[Excerpts from a dataset]
━━━━━━

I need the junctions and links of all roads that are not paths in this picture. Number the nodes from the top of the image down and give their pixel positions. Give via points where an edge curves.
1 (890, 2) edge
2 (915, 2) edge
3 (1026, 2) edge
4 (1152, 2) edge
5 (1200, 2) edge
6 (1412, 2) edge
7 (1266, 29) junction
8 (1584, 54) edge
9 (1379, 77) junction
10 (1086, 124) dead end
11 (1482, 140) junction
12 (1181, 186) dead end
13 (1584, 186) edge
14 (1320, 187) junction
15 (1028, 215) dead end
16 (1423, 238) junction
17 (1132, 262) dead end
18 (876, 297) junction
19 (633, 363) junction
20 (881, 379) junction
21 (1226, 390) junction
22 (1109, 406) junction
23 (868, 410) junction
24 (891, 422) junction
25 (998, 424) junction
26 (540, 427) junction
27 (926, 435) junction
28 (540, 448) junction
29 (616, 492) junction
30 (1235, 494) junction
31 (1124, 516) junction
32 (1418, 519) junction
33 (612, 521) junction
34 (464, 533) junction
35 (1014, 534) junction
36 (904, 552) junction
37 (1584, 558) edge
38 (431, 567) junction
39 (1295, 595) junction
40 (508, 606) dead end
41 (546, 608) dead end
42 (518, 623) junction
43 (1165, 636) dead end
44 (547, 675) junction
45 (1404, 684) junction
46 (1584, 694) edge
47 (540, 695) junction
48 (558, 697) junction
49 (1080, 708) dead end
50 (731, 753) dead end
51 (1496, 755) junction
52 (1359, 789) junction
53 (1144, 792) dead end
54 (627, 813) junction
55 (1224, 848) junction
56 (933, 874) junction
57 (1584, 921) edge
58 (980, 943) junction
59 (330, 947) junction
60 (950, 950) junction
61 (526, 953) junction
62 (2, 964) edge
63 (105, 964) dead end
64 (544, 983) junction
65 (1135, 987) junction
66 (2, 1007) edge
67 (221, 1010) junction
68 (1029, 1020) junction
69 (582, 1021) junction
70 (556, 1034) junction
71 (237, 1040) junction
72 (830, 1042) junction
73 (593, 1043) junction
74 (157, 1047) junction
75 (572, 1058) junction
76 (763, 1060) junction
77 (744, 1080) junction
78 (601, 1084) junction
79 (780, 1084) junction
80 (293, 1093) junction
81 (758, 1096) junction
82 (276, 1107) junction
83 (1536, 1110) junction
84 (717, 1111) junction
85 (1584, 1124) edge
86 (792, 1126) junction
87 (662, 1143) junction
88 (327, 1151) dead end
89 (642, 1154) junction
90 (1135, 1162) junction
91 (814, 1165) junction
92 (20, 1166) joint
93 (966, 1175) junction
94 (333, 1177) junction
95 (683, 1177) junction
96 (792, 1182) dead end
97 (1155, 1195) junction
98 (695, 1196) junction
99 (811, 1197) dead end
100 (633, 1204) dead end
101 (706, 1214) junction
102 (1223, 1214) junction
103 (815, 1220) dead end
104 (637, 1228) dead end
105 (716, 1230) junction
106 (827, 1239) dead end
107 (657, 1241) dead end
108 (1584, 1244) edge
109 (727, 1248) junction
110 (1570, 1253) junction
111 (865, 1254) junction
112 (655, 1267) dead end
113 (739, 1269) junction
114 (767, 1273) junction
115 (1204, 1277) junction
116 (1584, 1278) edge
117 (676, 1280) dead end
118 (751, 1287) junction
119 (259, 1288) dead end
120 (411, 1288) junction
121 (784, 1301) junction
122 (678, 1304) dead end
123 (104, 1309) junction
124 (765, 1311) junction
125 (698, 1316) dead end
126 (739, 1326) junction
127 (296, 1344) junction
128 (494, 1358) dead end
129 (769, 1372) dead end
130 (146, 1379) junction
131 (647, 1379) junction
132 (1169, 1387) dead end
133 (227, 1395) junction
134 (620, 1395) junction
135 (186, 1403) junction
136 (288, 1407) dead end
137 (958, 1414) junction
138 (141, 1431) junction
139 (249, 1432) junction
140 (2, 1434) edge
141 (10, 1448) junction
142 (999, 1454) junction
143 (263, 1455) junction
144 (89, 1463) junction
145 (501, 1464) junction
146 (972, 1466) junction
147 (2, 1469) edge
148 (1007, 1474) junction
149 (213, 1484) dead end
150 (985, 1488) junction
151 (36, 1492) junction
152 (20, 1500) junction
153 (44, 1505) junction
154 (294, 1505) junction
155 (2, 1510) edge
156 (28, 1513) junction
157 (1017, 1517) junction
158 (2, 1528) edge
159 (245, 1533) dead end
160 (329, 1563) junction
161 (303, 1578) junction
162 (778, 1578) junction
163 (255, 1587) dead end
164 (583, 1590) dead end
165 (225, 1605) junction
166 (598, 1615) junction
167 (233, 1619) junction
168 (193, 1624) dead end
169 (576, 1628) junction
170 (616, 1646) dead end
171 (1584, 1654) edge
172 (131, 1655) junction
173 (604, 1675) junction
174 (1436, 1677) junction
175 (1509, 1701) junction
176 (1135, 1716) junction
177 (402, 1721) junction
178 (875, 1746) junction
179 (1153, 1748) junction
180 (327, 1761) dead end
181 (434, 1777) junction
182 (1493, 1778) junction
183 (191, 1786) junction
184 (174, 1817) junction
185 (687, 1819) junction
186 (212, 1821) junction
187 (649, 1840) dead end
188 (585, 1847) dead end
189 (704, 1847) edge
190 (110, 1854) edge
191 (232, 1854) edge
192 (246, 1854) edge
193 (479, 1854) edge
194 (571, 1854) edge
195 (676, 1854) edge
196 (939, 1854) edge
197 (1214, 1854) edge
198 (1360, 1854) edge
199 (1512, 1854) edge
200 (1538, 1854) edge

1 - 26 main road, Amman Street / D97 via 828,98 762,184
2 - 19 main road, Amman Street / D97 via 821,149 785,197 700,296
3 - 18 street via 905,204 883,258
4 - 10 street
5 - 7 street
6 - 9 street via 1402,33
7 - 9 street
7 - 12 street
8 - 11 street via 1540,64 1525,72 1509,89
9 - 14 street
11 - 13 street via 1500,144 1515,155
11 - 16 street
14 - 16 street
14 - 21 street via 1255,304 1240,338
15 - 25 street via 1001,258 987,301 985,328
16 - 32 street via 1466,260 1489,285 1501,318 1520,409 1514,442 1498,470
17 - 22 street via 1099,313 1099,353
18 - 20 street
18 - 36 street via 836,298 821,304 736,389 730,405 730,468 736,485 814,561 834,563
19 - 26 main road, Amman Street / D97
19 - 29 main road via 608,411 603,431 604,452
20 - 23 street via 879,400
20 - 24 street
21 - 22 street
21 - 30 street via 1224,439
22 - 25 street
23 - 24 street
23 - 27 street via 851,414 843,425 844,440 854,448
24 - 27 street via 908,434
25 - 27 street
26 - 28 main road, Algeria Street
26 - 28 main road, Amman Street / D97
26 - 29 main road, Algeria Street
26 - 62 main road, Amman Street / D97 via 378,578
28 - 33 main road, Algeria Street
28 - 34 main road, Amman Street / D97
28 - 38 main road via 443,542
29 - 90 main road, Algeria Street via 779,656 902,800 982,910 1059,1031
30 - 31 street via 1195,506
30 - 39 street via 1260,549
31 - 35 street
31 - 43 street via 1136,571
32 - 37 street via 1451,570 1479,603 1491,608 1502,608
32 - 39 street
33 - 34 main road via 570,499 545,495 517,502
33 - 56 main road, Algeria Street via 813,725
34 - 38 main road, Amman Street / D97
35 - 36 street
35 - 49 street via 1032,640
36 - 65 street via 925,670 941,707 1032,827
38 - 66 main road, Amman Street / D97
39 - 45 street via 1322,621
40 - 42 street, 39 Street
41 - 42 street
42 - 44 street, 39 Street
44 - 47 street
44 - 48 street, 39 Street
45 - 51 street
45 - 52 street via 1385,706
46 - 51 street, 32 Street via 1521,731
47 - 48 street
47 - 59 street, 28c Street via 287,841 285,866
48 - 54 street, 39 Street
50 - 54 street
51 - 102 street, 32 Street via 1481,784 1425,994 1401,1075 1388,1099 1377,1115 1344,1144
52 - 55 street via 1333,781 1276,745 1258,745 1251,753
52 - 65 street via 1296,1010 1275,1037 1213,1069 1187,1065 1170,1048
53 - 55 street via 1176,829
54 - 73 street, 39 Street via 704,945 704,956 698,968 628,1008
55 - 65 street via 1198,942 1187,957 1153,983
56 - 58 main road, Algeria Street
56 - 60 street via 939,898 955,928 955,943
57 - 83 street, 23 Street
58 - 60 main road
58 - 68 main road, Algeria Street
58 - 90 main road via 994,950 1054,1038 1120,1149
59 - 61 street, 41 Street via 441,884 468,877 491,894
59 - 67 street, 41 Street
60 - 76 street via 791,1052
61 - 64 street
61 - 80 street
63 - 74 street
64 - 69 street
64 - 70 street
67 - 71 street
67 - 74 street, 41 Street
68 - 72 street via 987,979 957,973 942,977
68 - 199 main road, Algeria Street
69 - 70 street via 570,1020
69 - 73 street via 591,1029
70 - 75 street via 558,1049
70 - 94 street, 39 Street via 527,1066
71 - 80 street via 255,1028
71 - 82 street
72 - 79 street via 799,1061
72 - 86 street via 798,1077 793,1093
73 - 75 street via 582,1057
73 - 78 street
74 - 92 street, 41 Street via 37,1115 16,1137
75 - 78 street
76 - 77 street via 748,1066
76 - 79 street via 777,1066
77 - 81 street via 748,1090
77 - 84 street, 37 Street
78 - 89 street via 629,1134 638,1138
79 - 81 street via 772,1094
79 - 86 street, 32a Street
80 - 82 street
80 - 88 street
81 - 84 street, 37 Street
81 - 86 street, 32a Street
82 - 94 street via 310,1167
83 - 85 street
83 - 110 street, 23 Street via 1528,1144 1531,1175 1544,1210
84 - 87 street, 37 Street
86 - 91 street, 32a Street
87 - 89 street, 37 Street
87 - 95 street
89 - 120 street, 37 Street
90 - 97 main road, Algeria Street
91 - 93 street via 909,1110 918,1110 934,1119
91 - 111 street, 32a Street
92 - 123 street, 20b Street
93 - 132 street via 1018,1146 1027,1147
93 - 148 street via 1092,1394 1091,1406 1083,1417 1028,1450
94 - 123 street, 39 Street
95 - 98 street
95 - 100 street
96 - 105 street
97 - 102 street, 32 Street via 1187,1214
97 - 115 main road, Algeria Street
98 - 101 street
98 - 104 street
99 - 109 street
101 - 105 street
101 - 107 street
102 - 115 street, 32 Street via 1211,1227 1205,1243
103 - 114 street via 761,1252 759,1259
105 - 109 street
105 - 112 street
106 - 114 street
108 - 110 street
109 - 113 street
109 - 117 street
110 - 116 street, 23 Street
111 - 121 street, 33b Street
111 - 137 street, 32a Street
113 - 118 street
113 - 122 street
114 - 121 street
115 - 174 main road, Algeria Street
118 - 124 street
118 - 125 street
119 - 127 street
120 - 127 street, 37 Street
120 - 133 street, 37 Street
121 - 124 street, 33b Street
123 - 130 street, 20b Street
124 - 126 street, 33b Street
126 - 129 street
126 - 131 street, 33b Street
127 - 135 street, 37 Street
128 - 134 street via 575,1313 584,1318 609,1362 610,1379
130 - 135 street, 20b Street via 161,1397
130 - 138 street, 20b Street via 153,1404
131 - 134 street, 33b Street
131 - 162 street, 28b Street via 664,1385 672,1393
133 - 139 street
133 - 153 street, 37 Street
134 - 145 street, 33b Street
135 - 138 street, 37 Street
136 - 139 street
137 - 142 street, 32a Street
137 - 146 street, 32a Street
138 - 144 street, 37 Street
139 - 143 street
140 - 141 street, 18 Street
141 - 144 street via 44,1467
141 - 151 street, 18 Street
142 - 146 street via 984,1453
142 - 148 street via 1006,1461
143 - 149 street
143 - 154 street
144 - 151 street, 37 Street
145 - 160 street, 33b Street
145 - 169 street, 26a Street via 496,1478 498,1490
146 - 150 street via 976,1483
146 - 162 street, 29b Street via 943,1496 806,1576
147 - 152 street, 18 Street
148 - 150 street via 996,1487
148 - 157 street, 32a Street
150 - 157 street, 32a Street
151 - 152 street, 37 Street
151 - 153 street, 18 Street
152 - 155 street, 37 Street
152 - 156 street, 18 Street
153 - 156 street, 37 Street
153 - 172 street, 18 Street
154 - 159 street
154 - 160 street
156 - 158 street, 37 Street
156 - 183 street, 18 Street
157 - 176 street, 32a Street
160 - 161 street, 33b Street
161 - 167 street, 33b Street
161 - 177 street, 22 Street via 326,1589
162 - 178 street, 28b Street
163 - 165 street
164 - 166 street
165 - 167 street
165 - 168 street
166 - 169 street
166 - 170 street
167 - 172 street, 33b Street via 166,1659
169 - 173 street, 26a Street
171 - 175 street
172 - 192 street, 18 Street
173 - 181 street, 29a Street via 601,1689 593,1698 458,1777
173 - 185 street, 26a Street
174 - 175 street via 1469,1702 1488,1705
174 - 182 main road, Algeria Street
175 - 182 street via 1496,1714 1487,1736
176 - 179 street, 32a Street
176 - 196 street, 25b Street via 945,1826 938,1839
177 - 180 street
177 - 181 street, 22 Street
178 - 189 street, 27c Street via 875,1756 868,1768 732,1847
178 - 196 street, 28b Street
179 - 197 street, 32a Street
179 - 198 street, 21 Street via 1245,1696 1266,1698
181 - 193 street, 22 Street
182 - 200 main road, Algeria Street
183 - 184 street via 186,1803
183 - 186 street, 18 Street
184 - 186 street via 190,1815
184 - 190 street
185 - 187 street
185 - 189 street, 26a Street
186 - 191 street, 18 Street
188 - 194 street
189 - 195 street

━━━━━━

Exercise brief
Only the lines containing the word "Amman" should be returned from the data above.

Exercise result
1 - 26 main road, Amman Street / D97 via 828,98 762,184
2 - 19 main road, Amman Street / D97 via 821,149 785,197 700,296
19 - 26 main road, Amman Street / D97
26 - 28 main road, Amman Street / D97
26 - 62 main road, Amman Street / D97 via 378,578
28 - 34 main road, Amman Street / D97
34 - 38 main road, Amman Street / D97
38 - 66 main road, Amman Street / D97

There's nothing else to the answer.